CuteDSL Template System

Quick Start

Writing a CuteDSL template:

python

from torch._inductor.codegen.cutedsl import CuteDSLTemplate

template_source = """
@cute.kernel
def {{kernel_name}}_kernel(A, B, C):
    # Your CUTLASS kernel logic here
    pass

{{def_kernel("A", "B", "C")}}
    # Call the kernel
    {{kernel_name}}_kernel(A, B, C)
    return C
"""

my_template = CuteDSLTemplate(
    name="my_gemm",
    source=template_source,
)

Architecture

CuteDSLTemplate: Template definition and registration. Generates ChoiceCallers for autotuning.
CuteDSLTemplateKernel: Handles code generation, provides template hooks (def_kernel), manages args.
CuteDSLScheduling: Integrates with Inductor's scheduler, handles kernel compilation via async_compile.cutedsl().
CuteDSLTemplateBuffer: IR node representing a CuteDSL template operation in the graph.

Compilation Process

CuteDSL requires source files for compilation (cannot compile from strings directly). The process:

CuteDSLScheduling generates the kernel code string and calls async_compile.cutedsl()
async_compile.cutedsl() uses PyCodeCache.write() to write source to a temporary .py file
PyCodeCache loads the module from disk, enabling CUTLASS compilation
The compiled kernel is wrapped in CuteDSLKernelWrapper to provide a .run() interface
The generated Python file is cached via PyCodeCache, but CUTLASS compilation runs every time (no kernel-level caching yet)

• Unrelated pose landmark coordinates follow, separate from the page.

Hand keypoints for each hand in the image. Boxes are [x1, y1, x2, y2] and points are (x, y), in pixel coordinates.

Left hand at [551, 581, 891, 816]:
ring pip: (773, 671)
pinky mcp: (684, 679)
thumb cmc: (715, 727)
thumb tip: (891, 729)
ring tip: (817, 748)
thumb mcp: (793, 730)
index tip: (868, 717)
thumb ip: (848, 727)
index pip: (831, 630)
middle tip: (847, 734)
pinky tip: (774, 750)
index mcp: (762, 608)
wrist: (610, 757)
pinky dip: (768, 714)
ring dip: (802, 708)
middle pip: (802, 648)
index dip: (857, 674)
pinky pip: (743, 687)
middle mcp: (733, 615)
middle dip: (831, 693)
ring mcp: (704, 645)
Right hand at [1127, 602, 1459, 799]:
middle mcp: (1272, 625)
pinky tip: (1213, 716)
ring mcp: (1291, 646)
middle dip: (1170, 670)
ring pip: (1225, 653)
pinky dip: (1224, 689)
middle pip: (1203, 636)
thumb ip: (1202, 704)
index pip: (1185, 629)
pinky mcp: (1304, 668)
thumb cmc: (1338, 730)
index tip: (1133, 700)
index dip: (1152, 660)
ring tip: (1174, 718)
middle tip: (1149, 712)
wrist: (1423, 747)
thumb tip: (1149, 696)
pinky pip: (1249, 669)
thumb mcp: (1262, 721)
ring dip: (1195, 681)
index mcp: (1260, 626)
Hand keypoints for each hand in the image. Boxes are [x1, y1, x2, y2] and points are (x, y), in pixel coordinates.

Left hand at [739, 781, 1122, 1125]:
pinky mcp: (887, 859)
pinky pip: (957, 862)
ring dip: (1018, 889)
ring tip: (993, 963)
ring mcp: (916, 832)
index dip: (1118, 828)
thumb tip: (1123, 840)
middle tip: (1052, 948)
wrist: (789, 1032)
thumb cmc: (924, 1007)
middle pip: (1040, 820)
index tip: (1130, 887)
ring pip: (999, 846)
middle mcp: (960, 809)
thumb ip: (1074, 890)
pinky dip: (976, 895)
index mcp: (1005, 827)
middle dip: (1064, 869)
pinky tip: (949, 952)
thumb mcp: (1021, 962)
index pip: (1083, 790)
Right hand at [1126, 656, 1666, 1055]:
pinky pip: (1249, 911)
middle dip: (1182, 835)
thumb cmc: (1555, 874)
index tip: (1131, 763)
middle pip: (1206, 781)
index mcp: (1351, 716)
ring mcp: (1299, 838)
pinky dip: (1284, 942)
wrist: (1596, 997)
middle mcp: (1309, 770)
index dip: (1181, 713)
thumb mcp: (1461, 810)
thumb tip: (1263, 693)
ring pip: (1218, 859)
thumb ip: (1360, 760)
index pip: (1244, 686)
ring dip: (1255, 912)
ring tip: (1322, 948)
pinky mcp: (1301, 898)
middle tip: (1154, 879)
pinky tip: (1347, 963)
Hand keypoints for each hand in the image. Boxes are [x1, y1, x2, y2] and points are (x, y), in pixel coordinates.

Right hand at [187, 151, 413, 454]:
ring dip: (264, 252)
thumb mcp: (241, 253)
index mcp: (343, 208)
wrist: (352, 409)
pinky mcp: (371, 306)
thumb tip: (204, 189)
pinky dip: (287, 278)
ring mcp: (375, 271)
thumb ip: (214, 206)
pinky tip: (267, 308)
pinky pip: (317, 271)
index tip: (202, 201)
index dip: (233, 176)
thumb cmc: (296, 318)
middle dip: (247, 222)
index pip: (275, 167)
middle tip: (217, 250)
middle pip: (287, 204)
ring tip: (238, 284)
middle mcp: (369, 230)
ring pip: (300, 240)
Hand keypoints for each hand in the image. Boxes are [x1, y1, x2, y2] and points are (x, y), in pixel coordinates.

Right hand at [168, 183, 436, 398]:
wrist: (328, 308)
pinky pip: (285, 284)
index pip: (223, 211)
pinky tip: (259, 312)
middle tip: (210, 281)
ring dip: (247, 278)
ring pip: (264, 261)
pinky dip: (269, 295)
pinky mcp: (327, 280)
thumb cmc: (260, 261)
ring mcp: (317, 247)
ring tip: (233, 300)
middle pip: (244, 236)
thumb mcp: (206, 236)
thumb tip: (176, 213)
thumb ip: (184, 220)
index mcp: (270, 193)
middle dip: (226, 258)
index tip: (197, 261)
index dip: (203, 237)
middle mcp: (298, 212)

Debug tip: Use TORCH_LOGS="kernel_code" to see the generated kernel source and file path during compilation.

Writing Templates

Templates use Jinja2 syntax with these available hooks:

{{kernel_name}} - Unique kernel identifier
{{def_kernel(args...)}} - Generates kernel function signature and argument handling
{{input_nodes}} - List of input buffers
{{output_node}} - Output buffer
{{gen_defines()}} - Generates autotunable parameter definitions with proper CuteDSL typing

Autotunable Parameters

CuteDSL templates support autotunable parameters similar to Triton's tl.constexpr system:

python

template_source = r"""
{{gen_defines()}}

@cute.kernel
def {{kernel_name}}_kernel(gA: cute.Tensor, gB: cute.Tensor, gC: cute.Tensor):
    threads_per_block = THREADS_PER_BLOCK  # Uses autotuned value
    block_size = BLOCK_SIZE
    # ... kernel implementation
"""

# Pass parameters when generating template choices
template.maybe_append_choice(
    choices,
    input_nodes=[a, b],
    layout=layout,
    THREADS_PER_BLOCK=256,    # cutlass.Constexpr = 256
    BLOCK_SIZE=128,           # cutlass.Constexpr = 128
    SCALE_FACTOR=1.5,         # cutlass.Constexpr = 1.5
)

Templates must:

Define a @cute.kernel decorated function
Use {{def_kernel()}} to create the entry point
Return the output tensor
Use {{gen_defines()}} for autotunable parameters

See test_cutedsl_template.py for complete examples.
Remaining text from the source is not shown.